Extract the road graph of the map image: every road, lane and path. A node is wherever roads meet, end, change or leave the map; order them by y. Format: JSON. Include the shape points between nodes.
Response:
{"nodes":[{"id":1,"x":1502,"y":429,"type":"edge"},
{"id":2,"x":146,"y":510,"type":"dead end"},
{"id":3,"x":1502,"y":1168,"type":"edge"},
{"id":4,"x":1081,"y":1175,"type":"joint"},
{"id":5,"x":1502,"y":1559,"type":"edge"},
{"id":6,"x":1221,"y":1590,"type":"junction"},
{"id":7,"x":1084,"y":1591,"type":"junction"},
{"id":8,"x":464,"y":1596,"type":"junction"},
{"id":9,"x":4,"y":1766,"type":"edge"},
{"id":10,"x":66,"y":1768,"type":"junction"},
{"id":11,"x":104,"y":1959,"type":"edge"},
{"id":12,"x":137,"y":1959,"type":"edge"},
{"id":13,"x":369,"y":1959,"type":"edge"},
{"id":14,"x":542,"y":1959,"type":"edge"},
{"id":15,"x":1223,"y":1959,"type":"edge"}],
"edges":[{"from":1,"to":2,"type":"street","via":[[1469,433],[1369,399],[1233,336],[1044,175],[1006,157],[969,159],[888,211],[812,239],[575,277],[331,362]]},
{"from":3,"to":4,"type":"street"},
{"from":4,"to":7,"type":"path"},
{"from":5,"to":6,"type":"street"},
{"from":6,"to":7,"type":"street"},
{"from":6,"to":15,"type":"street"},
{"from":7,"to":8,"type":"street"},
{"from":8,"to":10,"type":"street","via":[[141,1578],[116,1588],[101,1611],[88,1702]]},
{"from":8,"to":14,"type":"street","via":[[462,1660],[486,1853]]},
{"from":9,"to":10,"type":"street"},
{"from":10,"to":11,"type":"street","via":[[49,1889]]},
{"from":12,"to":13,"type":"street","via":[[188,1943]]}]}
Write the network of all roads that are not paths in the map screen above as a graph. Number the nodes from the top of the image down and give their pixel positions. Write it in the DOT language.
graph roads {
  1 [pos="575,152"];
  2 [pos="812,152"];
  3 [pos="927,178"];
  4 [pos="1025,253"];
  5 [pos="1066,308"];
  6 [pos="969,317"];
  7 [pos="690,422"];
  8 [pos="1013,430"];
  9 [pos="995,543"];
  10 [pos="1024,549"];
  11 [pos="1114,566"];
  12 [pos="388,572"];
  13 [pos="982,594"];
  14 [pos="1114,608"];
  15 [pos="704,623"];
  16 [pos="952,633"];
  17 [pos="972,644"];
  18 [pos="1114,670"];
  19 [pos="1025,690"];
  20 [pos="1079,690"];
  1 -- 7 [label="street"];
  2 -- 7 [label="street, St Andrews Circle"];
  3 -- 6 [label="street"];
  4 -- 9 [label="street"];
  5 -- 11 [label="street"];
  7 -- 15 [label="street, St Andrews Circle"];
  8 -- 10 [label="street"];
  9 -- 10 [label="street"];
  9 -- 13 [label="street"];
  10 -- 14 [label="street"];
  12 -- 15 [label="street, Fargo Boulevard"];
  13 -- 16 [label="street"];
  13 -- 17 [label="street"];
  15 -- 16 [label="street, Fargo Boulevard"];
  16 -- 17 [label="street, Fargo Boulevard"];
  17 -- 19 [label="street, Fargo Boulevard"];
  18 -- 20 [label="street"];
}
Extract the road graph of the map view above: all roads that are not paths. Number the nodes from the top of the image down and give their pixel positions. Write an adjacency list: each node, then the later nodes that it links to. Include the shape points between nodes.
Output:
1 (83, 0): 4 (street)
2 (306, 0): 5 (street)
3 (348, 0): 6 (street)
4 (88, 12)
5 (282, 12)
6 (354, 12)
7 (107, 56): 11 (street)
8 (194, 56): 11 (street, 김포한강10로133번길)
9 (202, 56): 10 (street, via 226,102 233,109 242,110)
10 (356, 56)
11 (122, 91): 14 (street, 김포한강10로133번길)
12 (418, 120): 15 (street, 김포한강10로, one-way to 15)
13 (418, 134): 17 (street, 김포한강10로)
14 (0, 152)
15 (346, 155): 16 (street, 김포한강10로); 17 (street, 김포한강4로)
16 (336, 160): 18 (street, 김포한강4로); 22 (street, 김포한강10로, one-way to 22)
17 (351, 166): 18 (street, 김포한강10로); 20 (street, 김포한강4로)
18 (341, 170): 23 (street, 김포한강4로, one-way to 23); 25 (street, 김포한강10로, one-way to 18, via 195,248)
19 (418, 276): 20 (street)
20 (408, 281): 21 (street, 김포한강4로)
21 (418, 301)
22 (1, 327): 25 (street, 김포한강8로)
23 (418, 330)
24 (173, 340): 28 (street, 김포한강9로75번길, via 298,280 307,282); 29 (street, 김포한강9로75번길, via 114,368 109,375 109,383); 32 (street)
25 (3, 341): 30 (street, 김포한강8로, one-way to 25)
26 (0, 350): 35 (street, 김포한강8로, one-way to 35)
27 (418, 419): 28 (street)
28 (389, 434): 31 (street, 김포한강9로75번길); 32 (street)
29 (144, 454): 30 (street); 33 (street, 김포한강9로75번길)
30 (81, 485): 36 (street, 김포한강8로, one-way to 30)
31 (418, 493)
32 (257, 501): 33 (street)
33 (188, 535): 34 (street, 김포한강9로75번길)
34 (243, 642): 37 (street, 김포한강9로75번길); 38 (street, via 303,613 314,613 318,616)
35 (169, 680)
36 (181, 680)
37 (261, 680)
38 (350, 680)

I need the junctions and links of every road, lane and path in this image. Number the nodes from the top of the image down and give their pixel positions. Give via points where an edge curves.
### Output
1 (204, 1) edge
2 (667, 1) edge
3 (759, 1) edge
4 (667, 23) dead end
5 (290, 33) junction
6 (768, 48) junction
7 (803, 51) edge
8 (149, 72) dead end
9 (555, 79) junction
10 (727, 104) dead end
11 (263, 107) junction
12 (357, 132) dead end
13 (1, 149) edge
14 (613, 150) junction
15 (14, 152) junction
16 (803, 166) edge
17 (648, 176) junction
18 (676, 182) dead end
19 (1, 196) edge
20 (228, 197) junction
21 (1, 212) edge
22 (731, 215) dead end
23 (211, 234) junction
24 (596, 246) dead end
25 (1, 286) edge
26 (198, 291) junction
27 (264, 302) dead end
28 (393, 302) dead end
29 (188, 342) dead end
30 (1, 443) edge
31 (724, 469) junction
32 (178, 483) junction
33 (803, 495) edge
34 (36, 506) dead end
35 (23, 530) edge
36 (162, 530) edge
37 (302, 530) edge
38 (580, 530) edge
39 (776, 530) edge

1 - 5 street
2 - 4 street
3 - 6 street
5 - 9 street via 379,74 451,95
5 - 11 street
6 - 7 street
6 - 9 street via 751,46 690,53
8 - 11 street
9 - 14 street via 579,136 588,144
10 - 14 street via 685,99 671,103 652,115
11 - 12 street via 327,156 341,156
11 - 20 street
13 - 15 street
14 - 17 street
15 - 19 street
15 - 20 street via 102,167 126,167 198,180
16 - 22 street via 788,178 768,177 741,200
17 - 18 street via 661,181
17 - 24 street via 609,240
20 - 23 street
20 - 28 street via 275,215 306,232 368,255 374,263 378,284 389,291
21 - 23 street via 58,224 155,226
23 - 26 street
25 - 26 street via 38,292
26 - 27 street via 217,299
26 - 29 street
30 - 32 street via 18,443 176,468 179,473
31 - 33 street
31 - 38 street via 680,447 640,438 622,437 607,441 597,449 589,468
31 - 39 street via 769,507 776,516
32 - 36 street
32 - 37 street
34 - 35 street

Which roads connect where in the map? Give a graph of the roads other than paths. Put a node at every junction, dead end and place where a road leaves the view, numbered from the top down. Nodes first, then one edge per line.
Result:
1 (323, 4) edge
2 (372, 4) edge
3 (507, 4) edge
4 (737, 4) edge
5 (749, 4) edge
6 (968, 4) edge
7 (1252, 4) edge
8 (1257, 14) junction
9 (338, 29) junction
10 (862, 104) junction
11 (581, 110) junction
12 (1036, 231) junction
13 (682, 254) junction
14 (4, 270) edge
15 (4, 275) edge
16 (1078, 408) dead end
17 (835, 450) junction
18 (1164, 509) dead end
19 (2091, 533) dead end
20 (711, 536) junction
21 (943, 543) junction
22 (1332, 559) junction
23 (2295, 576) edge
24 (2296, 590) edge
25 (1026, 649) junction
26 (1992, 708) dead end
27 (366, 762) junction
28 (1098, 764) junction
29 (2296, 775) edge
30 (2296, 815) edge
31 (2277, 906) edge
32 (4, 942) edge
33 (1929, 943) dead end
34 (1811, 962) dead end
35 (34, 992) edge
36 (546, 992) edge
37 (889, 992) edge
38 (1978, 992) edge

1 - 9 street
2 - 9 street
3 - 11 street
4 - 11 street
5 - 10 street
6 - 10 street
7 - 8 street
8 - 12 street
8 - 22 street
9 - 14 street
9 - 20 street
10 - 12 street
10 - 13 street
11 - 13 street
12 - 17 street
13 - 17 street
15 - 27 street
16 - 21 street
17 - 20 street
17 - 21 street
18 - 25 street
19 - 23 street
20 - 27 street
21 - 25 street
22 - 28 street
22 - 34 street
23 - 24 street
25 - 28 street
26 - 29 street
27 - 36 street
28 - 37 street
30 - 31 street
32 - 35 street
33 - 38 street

What to do — Would you show every line in the data above that contains the string "Boulevard"?

Result of the exercise —
  12 -- 15 [label="street, Fargo Boulevard"];
  15 -- 16 [label="street, Fargo Boulevard"];
  16 -- 17 [label="street, Fargo Boulevard"];
  17 -- 19 [label="street, Fargo Boulevard"];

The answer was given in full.